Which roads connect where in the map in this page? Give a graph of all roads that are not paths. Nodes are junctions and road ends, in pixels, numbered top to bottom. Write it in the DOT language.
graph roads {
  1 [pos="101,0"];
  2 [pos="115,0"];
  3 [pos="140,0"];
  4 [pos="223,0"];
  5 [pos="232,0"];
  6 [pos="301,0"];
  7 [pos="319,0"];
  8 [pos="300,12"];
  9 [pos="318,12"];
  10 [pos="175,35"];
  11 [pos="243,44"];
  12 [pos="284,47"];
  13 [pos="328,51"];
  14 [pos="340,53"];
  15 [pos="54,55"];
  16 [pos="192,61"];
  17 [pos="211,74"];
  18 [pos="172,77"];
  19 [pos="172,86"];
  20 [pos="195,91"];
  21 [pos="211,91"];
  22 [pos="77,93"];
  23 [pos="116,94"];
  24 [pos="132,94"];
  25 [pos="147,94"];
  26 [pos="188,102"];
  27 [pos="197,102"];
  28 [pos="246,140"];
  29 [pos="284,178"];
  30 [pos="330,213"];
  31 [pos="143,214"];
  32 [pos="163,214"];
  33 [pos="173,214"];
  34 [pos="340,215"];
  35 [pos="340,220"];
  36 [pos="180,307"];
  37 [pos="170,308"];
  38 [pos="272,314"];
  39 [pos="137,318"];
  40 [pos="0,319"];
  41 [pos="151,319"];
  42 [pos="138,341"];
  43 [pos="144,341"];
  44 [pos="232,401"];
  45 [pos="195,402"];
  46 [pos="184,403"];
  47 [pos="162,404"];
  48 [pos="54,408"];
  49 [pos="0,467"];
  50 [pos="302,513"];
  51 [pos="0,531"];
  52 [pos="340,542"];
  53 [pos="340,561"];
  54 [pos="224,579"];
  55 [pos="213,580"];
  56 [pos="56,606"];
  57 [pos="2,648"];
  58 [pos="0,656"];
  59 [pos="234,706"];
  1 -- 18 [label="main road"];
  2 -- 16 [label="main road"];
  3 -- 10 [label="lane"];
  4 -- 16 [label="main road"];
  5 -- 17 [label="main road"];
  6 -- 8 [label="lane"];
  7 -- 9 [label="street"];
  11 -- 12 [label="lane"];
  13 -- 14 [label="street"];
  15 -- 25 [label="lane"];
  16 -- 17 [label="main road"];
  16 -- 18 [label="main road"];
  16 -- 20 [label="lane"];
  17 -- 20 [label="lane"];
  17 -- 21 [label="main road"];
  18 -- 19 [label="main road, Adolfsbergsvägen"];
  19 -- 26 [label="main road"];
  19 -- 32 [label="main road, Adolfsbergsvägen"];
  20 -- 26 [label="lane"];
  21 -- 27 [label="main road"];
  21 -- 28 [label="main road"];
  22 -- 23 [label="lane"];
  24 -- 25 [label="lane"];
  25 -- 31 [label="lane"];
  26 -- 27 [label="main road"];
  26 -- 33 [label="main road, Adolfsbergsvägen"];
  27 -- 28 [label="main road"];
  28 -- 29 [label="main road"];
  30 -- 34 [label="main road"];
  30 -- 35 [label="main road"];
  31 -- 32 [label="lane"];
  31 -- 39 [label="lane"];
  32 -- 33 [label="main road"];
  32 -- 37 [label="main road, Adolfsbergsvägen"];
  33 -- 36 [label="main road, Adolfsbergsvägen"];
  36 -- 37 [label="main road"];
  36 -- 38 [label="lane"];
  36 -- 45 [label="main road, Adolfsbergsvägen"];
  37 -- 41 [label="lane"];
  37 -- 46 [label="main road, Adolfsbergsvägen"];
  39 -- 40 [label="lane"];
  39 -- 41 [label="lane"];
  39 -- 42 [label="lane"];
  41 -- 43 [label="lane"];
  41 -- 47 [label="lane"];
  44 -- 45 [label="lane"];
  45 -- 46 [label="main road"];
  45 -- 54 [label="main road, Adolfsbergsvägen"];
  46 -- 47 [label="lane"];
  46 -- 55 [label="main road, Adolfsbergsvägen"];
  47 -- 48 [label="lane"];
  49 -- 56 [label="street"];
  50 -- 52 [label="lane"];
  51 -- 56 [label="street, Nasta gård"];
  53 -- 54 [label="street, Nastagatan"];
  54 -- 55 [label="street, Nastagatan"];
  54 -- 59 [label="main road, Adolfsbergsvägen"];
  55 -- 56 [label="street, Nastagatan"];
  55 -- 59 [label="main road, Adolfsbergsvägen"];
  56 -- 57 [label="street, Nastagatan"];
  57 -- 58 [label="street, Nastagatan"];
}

__Required action__:
The listing above should be repeated in its entirety, unchanged.

__Expected answer__:
Which roads connect where in the map in this page? Give a graph of all roads that are not paths. Nodes are junctions and road ends, in pixels, numbered top to bottom. Write it in the DOT language.
graph roads {
  1 [pos="101,0"];
  2 [pos="115,0"];
  3 [pos="140,0"];
  4 [pos="223,0"];
  5 [pos="232,0"];
  6 [pos="301,0"];
  7 [pos="319,0"];
  8 [pos="300,12"];
  9 [pos="318,12"];
  10 [pos="175,35"];
  11 [pos="243,44"];
  12 [pos="284,47"];
  13 [pos="328,51"];
  14 [pos="340,53"];
  15 [pos="54,55"];
  16 [pos="192,61"];
  17 [pos="211,74"];
  18 [pos="172,77"];
  19 [pos="172,86"];
  20 [pos="195,91"];
  21 [pos="211,91"];
  22 [pos="77,93"];
  23 [pos="116,94"];
  24 [pos="132,94"];
  25 [pos="147,94"];
  26 [pos="188,102"];
  27 [pos="197,102"];
  28 [pos="246,140"];
  29 [pos="284,178"];
  30 [pos="330,213"];
  31 [pos="143,214"];
  32 [pos="163,214"];
  33 [pos="173,214"];
  34 [pos="340,215"];
  35 [pos="340,220"];
  36 [pos="180,307"];
  37 [pos="170,308"];
  38 [pos="272,314"];
  39 [pos="137,318"];
  40 [pos="0,319"];
  41 [pos="151,319"];
  42 [pos="138,341"];
  43 [pos="144,341"];
  44 [pos="232,401"];
  45 [pos="195,402"];
  46 [pos="184,403"];
  47 [pos="162,404"];
  48 [pos="54,408"];
  49 [pos="0,467"];
  50 [pos="302,513"];
  51 [pos="0,531"];
  52 [pos="340,542"];
  53 [pos="340,561"];
  54 [pos="224,579"];
  55 [pos="213,580"];
  56 [pos="56,606"];
  57 [pos="2,648"];
  58 [pos="0,656"];
  59 [pos="234,706"];
  1 -- 18 [label="main road"];
  2 -- 16 [label="main road"];
  3 -- 10 [label="lane"];
  4 -- 16 [label="main road"];
  5 -- 17 [label="main road"];
  6 -- 8 [label="lane"];
  7 -- 9 [label="street"];
  11 -- 12 [label="lane"];
  13 -- 14 [label="street"];
  15 -- 25 [label="lane"];
  16 -- 17 [label="main road"];
  16 -- 18 [label="main road"];
  16 -- 20 [label="lane"];
  17 -- 20 [label="lane"];
  17 -- 21 [label="main road"];
  18 -- 19 [label="main road, Adolfsbergsvägen"];
  19 -- 26 [label="main road"];
  19 -- 32 [label="main road, Adolfsbergsvägen"];
  20 -- 26 [label="lane"];
  21 -- 27 [label="main road"];
  21 -- 28 [label="main road"];
  22 -- 23 [label="lane"];
  24 -- 25 [label="lane"];
  25 -- 31 [label="lane"];
  26 -- 27 [label="main road"];
  26 -- 33 [label="main road, Adolfsbergsvägen"];
  27 -- 28 [label="main road"];
  28 -- 29 [label="main road"];
  30 -- 34 [label="main road"];
  30 -- 35 [label="main road"];
  31 -- 32 [label="lane"];
  31 -- 39 [label="lane"];
  32 -- 33 [label="main road"];
  32 -- 37 [label="main road, Adolfsbergsvägen"];
  33 -- 36 [label="main road, Adolfsbergsvägen"];
  36 -- 37 [label="main road"];
  36 -- 38 [label="lane"];
  36 -- 45 [label="main road, Adolfsbergsvägen"];
  37 -- 41 [label="lane"];
  37 -- 46 [label="main road, Adolfsbergsvägen"];
  39 -- 40 [label="lane"];
  39 -- 41 [label="lane"];
  39 -- 42 [label="lane"];
  41 -- 43 [label="lane"];
  41 -- 47 [label="lane"];
  44 -- 45 [label="lane"];
  45 -- 46 [label="main road"];
  45 -- 54 [label="main road, Adolfsbergsvägen"];
  46 -- 47 [label="lane"];
  46 -- 55 [label="main road, Adolfsbergsvägen"];
  47 -- 48 [label="lane"];
  49 -- 56 [label="street"];
  50 -- 52 [label="lane"];
  51 -- 56 [label="street, Nasta gård"];
  53 -- 54 [label="street, Nastagatan"];
  54 -- 55 [label="street, Nastagatan"];
  54 -- 59 [label="main road, Adolfsbergsvägen"];
  55 -- 56 [label="street, Nastagatan"];
  55 -- 59 [label="main road, Adolfsbergsvägen"];
  56 -- 57 [label="street, Nastagatan"];
  57 -- 58 [label="street, Nastagatan"];
}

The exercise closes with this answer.